これ以上大きな組織片が見えない場合は、40マイクロメートルのフィルターを通して50ミリリットルの円錐管に懸濁液をろ過し、遠心分離によって細胞を収集する。細胞めっきおよび培養の場合、ペレットを完全な前立腺上皮細胞増殖培地の0.5ミリリットルで再懸濁し、前立腺上皮細胞増殖培地濃度の1ミリリットル当たり5倍10〜5番目の細胞に細胞をアリュードした。細胞を細胞外基質と混合し、溶液比を2~3体積で、適切な実験細胞培養容器に細胞懸濁液をプレートします。

その後、細胞を細胞培養器に30分間入れます。細胞外マトリックスが固まった場合、前立腺上皮細胞増殖培地を温め込んだ完全な前立腺上皮細胞で培養液を覆い、基質膜細胞外マトリックスプラグを乱さない様に注意する。その後、細胞を5〜10日間培養器に戻し、2〜3日ごとに培地の半分をリフレッシュする。

球体を収穫するために、基底膜細胞外マトリックスゲルプラグを乱さずに培地を慎重に吸引し、基底膜外細胞マトリックスの100マイクロリットルに対して1ミリリットルのディスベース溶液を添加する。セルスクレーパーを使用して、プレートの底に沿って掻き取り、プレートの底から上澄み板に細胞外ゲルを持ち上げ、溶液全体を1回パイプアップしてプラグを小さくします。細胞培養インキュベーター内の細胞外マトリックス片を細胞外基質マトリックスが完全に溶解するまで1~2時間インキュベートする。

その後、細胞懸濁液を15ミリリットルのチューブに移します。さらに下流操作のために遠心分離により細胞を収集する。マウス前立腺は、陰部および腹腔内に位置する4組のローブから、精嚢および尿道に位置する。

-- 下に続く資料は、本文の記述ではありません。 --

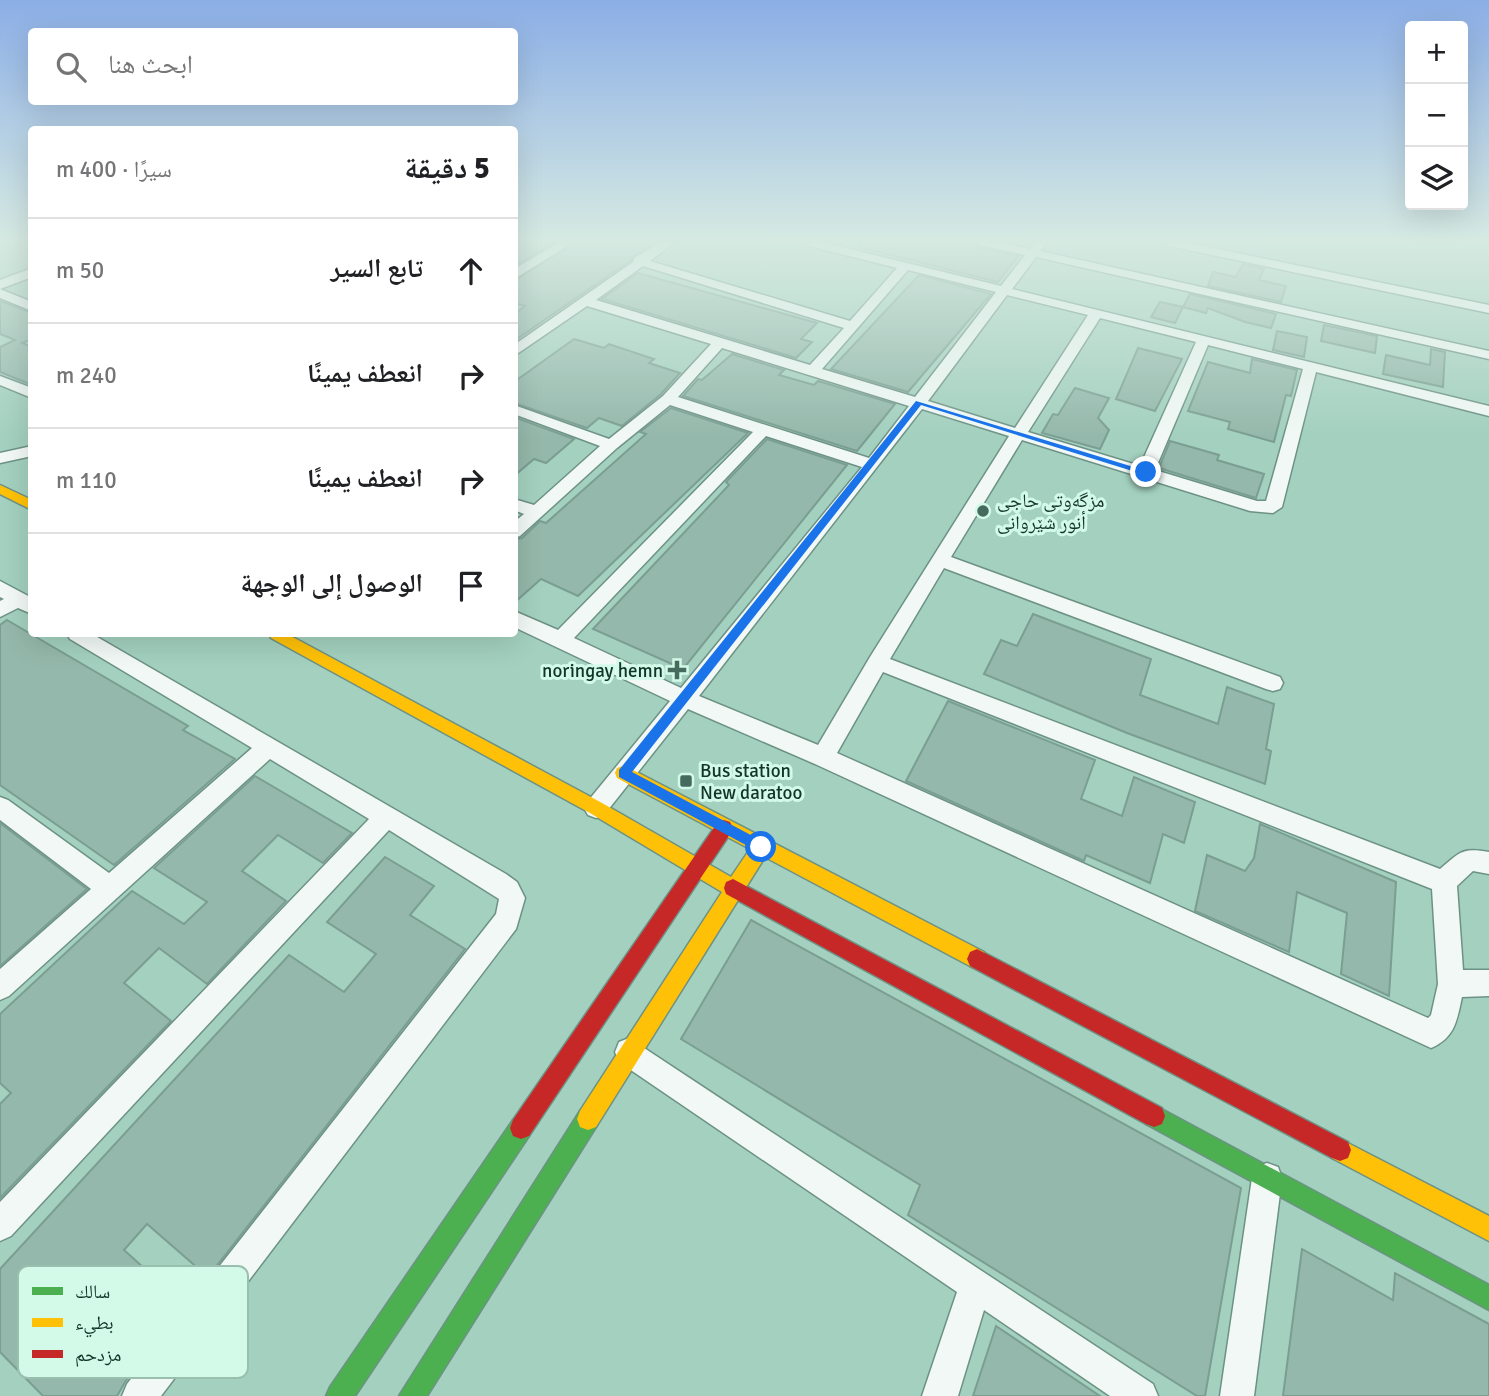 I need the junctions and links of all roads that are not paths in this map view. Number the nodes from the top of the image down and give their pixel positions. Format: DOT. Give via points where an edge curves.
graph roads {
  1 [pos="576,307"];
  2 [pos="606,307"];
  3 [pos="791,307"];
  4 [pos="869,307"];
  5 [pos="993,307"];
  6 [pos="1078,307"];
  7 [pos="1289,307"];
  8 [pos="1097,312"];
  9 [pos="853,326"];
  10 [pos="1204,339"];
  11 [pos="722,341"];
  12 [pos="518,349"];
  13 [pos="1489,355"];
  14 [pos="1311,365"];
  15 [pos="814,370"];
  16 [pos="0,380"];
  17 [pos="28,392"];
  18 [pos="668,399"];
  19 [pos="919,402"];
  20 [pos="518,410"];
  21 [pos="1489,411"];
  22 [pos="763,430"];
  23 [pos="1018,433"];
  24 [pos="611,445"];
  25 [pos="28,453"];
  26 [pos="0,458"];
  27 [pos="872,465"];
  28 [pos="1146,472"];
  29 [pos="0,489"];
  30 [pos="28,504"];
  31 [pos="518,506"];
  32 [pos="536,513"];
  33 [pos="518,529"];
  34 [pos="941,560"];
  35 [pos="0,588"];
  36 [pos="25,603"];
  37 [pos="0,610"];
  38 [pos="518,620"];
  39 [pos="82,637"];
  40 [pos="282,637"];
  41 [pos="560,640"];
  42 [pos="877,662"];
  43 [pos="1273,683"];
  44 [pos="683,698"];
  45 [pos="269,746"];
  46 [pos="823,757"];
  47 [pos="623,773"];
  48 [pos="596,808"];
  49 [pos="3,813"];
  50 [pos="387,816"];
  51 [pos="724,828"];
  52 [pos="761,847"];
  53 [pos="1489,863"];
  54 [pos="697,866"];
  55 [pos="1444,882"];
  56 [pos="733,888"];
  57 [pos="111,889"];
  58 [pos="1489,983"];
  59 [pos="1451,984"];
  60 [pos="0,987"];
  61 [pos="629,1052"];
  62 [pos="1267,1178"];
  63 [pos="0,1225"];
  64 [pos="1489,1229"];
  65 [pos="240,1266"];
  66 [pos="975,1287"];
  67 [pos="1489,1298"];
  68 [pos="153,1378"];
  69 [pos="139,1396"];
  70 [pos="339,1396"];
  71 [pos="412,1396"];
  72 [pos="940,1396"];
  73 [pos="1141,1396"];
  74 [pos="1237,1396"];
  1 -- 12 [label="street"];
  2 -- 11 [label="street"];
  3 -- 9 [label="street"];
  4 -- 9 [label="street"];
  5 -- 19 [label="street"];
  6 -- 8 [label="street"];
  7 -- 13 [label="street"];
  8 -- 10 [label="street"];
  8 -- 23 [label="street"];
  9 -- 15 [label="street"];
  10 -- 14 [label="street"];
  10 -- 28 [label="street"];
  11 -- 15 [label="street"];
  11 -- 18 [label="street"];
  14 -- 21 [label="street"];
  14 -- 28 [label="street" via="1273,507 1256,508"];
  15 -- 19 [label="street"];
  16 -- 17 [label="street"];
  18 -- 22 [label="street"];
  18 -- 24 [label="street"];
  19 -- 23 [label="street"];
  19 -- 27 [label="street"];
  20 -- 24 [label="street"];
  22 -- 27 [label="street"];
  22 -- 41 [label="street"];
  23 -- 28 [label="street"];
  23 -- 34 [label="street"];
  24 -- 32 [label="street"];
  25 -- 26 [label="street"];
  27 -- 44 [label="street"];
  29 -- 30 [label="street"];
  31 -- 32 [label="street"];
  32 -- 33 [label="street"];
  34 -- 42 [label="street"];
  34 -- 43 [label="street"];
  35 -- 36 [label="street"];
  36 -- 37 [label="street"];
  38 -- 41 [label="street"];
  39 -- 45 [label="street"];
  40 -- 48 [label="street"];
  41 -- 44 [label="street"];
  42 -- 46 [label="street"];
  42 -- 55 [label="street"];
  44 -- 46 [label="street"];
  44 -- 47 [label="street"];
  45 -- 50 [label="street"];
  45 -- 57 [label="street"];
  46 -- 59 [label="street" via="1431,1034 1443,1023"];
  47 -- 48 [label="street"];
  47 -- 51 [label="street"];
  48 -- 54 [label="street"];
  49 -- 57 [label="street"];
  50 -- 63 [label="street"];
  50 -- 65 [label="street" via="508,890 512,898 507,920"];
  51 -- 52 [label="street"];
  51 -- 54 [label="street"];
  52 -- 56 [label="street"];
  52 -- 64 [label="street"];
  53 -- 55 [label="street" via="1469,859"];
  54 -- 56 [label="street"];
  54 -- 70 [label="street"];
  55 -- 59 [label="street"];
  56 -- 61 [label="street"];
  56 -- 62 [label="street"];
  57 -- 60 [label="street"];
  58 -- 59 [label="street"];
  61 -- 66 [label="street"];
  61 -- 71 [label="street"];
  62 -- 67 [label="street"];
  62 -- 74 [label="street"];
  66 -- 72 [label="street"];
  66 -- 73 [label="street"];
  68 -- 69 [label="street"];
}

前立腺葉は、複数の腺プロファイルで構成され、それぞれが分泌上皮細胞に囲まれた内腔で構成される。葉の形、細胞の組織、分泌の性質はローブによって異なります。単離された前立腺細胞は、基原膜細胞外マトリックス培養の4日後にオルガノイドに成長し始める。

次の1〜6日間で、細胞のほとんどは部分的または完全な内腔を示す球の一部を有する固体球体に成長する。スフェロイドはまた、F-アクチン染色と共局化する細胞間接合部における強力なベータカテニン染色を示す。この手順を試みる間、細かく微細解剖の手順に従うことは非常に重要です。

例えば、前立腺葉がまだ尿道に付着している間に分離するので、尿道に関してどのローブがどのローブに基づいているかを知ります。解剖手順に従って、単離されたローブは、RMAシーケンシング、ウェスタンブロッティングまたは免疫染色などの下流分析に使用できます。主要な3D培養技術は、形態および行動の変化のためにスフェロイドで生命を監視し、同じ中の腫瘍学的変化を識別することができるので、前立腺癌メカニズムに関するさらなる洞察を得ることを可能にする。

要約すると、この前立腺解剖および培養方法は、遺伝子組み換えマウスモデルを用いて前立腺癌のメカニズムを調査するための貴重な情報を提供するために、様々な下流アプリケーションに組み込むことができる。